- [Your assignment]
Repeat back every line of the data, exactly.

• • •

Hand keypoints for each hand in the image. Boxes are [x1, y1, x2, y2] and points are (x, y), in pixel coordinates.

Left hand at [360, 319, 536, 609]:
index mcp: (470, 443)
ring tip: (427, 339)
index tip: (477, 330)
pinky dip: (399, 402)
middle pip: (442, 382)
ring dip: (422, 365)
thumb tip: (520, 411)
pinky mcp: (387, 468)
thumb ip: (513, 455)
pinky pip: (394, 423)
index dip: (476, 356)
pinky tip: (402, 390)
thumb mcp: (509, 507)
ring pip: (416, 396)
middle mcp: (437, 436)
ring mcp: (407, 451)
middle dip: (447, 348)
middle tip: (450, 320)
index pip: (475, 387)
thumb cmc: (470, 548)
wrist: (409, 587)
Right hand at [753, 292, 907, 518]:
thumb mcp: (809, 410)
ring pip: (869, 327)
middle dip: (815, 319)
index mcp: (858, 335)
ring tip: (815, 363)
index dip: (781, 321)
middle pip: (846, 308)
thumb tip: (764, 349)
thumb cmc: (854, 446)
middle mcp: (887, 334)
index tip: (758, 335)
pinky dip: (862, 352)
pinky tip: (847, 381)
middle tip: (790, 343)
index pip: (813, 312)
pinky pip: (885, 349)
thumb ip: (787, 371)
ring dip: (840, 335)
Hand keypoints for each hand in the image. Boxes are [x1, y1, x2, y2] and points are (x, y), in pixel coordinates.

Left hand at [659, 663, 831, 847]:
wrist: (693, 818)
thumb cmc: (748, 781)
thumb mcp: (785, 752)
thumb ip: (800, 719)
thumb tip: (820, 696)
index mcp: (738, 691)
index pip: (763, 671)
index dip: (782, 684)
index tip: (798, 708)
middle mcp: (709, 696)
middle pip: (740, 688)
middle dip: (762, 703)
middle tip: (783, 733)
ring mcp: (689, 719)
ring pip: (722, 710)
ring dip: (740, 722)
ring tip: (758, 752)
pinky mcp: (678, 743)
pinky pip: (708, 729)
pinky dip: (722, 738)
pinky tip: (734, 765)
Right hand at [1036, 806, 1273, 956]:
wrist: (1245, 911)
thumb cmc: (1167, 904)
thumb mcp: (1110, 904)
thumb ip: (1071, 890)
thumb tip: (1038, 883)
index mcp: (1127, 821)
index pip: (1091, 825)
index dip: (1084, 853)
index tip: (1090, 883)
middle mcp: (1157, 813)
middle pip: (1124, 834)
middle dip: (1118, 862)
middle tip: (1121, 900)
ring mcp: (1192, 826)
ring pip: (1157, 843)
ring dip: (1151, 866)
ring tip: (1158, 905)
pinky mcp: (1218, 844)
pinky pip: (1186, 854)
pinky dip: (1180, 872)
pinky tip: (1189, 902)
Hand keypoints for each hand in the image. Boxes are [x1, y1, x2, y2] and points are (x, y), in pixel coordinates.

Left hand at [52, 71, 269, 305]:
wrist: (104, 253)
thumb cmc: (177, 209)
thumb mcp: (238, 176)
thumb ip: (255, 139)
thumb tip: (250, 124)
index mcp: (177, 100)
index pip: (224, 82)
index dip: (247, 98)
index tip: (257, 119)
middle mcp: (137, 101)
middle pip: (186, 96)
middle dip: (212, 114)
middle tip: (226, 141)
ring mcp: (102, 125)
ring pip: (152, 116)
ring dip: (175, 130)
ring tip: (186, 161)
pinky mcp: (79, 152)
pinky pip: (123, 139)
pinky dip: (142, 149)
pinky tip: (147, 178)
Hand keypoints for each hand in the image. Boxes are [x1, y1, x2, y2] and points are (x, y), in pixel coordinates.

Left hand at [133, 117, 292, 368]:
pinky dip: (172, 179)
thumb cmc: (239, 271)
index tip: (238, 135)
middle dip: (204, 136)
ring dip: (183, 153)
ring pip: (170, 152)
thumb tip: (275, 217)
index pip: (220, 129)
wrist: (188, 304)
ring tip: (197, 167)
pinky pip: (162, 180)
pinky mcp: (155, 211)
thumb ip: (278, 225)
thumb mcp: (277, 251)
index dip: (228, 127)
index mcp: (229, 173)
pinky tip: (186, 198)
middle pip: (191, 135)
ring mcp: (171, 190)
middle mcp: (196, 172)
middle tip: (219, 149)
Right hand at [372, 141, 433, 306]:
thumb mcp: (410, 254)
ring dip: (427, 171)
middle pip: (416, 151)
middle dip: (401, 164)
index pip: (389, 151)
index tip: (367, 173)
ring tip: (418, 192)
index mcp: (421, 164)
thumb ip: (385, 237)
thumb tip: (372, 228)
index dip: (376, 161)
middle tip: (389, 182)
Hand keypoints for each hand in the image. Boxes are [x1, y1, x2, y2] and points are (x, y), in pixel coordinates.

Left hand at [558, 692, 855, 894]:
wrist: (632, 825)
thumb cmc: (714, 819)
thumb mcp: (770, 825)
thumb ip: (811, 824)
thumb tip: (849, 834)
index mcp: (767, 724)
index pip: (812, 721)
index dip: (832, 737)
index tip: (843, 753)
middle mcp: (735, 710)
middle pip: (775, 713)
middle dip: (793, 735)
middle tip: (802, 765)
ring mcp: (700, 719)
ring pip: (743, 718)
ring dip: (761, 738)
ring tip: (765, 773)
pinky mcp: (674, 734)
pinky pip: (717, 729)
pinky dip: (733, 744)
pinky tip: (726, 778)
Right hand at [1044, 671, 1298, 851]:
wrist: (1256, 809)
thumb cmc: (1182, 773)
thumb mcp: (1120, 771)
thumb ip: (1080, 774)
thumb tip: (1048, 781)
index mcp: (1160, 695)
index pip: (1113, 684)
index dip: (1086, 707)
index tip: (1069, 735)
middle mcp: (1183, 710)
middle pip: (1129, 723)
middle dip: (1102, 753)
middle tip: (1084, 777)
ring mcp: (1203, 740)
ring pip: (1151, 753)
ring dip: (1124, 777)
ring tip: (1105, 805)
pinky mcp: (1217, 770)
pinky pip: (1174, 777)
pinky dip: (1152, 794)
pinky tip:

• • •

- [Solved exercise]
Hand keypoints for each hand in the image. Boxes are [x1, y1, x2, y2] and points are (x, y), in pixel coordinates.

Left hand at [360, 319, 536, 609]:
index mcp: (470, 443)
ring tip: (427, 339)
index tip: (477, 330)
pinky dip: (399, 402)
middle pip: (442, 382)
ring dip: (422, 365)
thumb tip: (520, 411)
pinky mcp: (387, 468)
thumb ip: (513, 455)
pinky pip: (394, 423)
index dip: (476, 356)
pinky tip: (402, 390)
thumb mcp: (509, 507)
ring pip: (416, 396)
middle mcp: (437, 436)
ring mcp: (407, 451)
middle dip: (447, 348)
middle tip: (450, 320)
index pip: (475, 387)
thumb cmc: (470, 548)
wrist: (409, 587)
Right hand at [753, 292, 907, 518]:
thumb mcp: (809, 410)
ring pip: (869, 327)
middle dip: (815, 319)
index mcp: (858, 335)
ring tip: (815, 363)
index dip: (781, 321)
middle pip: (846, 308)
thumb tip: (764, 349)
thumb cmc: (854, 446)
middle mcp: (887, 334)
index tip: (758, 335)
pinky dip: (862, 352)
pinky tip: (847, 381)
middle tip: (790, 343)
index pip: (813, 312)
pinky pip: (885, 349)
thumb ip: (787, 371)
ring dip: (840, 335)
Hand keypoints for each hand in the image. Boxes are [x1, y1, x2, y2] and points are (x, y), in pixel coordinates.

Left hand at [659, 663, 831, 847]:
wrist: (693, 818)
thumb cmc: (748, 781)
thumb mcp: (785, 752)
thumb ip: (800, 719)
thumb tip: (820, 696)
index mcp: (738, 691)
index pip: (763, 671)
index dip: (782, 684)
index tip: (798, 708)
middle mcp: (709, 696)
middle pip: (740, 688)
middle dip: (762, 703)
middle tip: (783, 733)
ring mcp: (689, 719)
ring pip: (722, 710)
ring dip: (740, 722)
ring tip: (758, 752)
pinky mcp: (678, 743)
pinky pip: (708, 729)
pinky dip: (722, 738)
pinky tip: (734, 765)
Right hand at [1036, 806, 1273, 956]:
wrist: (1245, 911)
thumb cmc: (1167, 904)
thumb mcp: (1110, 904)
thumb ip: (1071, 890)
thumb tip: (1038, 883)
index mcp: (1127, 821)
index pip: (1091, 825)
index dip: (1084, 853)
index tip: (1090, 883)
middle mcp: (1157, 813)
middle pip: (1124, 834)
middle dip: (1118, 862)
middle tip: (1121, 900)
ring mcp: (1192, 826)
ring pip: (1157, 843)
ring dip: (1151, 866)
ring tip: (1158, 905)
pinky mcp: (1218, 844)
pinky pip: (1186, 854)
pinky dip: (1180, 872)
pinky tip: (1189, 902)
Hand keypoints for each hand in the image. Boxes are [x1, y1, x2, y2] and points are (x, y), in pixel coordinates.

Left hand at [52, 71, 269, 305]:
wrist: (104, 253)
thumb cmc: (177, 209)
thumb mcp: (238, 176)
thumb ip: (255, 139)
thumb tip: (250, 124)
index mcp: (177, 100)
index pip: (224, 82)
index dip: (247, 98)
index tip: (257, 119)
middle mcp: (137, 101)
middle pip: (186, 96)
middle dip: (212, 114)
middle tip: (226, 141)
ring mcp: (102, 125)
ring pip: (152, 116)
ring dip: (175, 130)
ring tip: (186, 161)
pinky mcp: (79, 152)
pinky pip: (123, 139)
pinky dip: (142, 149)
pinky tip: (147, 178)
Hand keypoints for each hand in the image. Boxes are [x1, y1, x2, y2] and points are (x, y), in pixel coordinates.

Left hand at [133, 117, 292, 368]:
pinky dip: (172, 179)
thumb cmc: (239, 271)
index tip: (238, 135)
middle dip: (204, 136)
ring dip: (183, 153)
ring pip: (170, 152)
thumb tip: (275, 217)
index pip: (220, 129)
wrist: (188, 304)
ring tip: (197, 167)
pinky pip: (162, 180)
pinky mcp: (155, 211)
thumb ip: (278, 225)
thumb mcp: (277, 251)
index dip: (228, 127)
index mcp: (229, 173)
pinky tip: (186, 198)
middle pip: (191, 135)
ring mcp: (171, 190)
middle mcp: (196, 172)
middle tip: (219, 149)
Right hand at [372, 141, 433, 306]:
thumb mcp: (410, 254)
ring dip: (427, 171)
middle pip: (416, 151)
middle dip: (401, 164)
index pip: (389, 151)
index tip: (367, 173)
ring tip: (418, 192)
index mcp: (421, 164)
thumb ip: (385, 237)
thumb tip: (372, 228)
index dip: (376, 161)
middle tip: (389, 182)
Hand keypoints for each hand in the image. Boxes are [x1, y1, x2, y2] and points are (x, y), in pixel coordinates.

Left hand at [558, 692, 855, 894]:
wrist: (632, 825)
thumb cmc: (714, 819)
thumb mcp: (770, 825)
thumb ip: (811, 824)
thumb tip: (849, 834)
index mcp: (767, 724)
index pip: (812, 721)
index dip: (832, 737)
index tip: (843, 753)
middle mcp: (735, 710)
middle pip: (775, 713)
middle dip: (793, 735)
middle tip: (802, 765)
ring mcp: (700, 719)
ring pip: (743, 718)
ring dip: (761, 738)
ring tip: (765, 773)
pinky mcp: (674, 734)
pinky pip: (717, 729)
pinky dip: (733, 744)
pinky tip: (726, 778)
Right hand at [1044, 671, 1298, 851]:
wrist: (1256, 809)
thumb cmc: (1182, 773)
thumb mcp: (1120, 771)
thumb ip: (1080, 774)
thumb tip: (1048, 781)
index mcp: (1160, 695)
index pip: (1113, 684)
index dip: (1086, 707)
index tip: (1069, 735)
middle mcp: (1183, 710)
middle pip: (1129, 723)
middle dip: (1102, 753)
middle tip: (1084, 777)
ring mcp: (1203, 740)
ring pip: (1151, 753)
ring dip: (1124, 777)
ring tip: (1105, 805)
pinky mcp: (1217, 770)
pinky pip: (1174, 777)
pinky dip: (1152, 794)
pinky tip:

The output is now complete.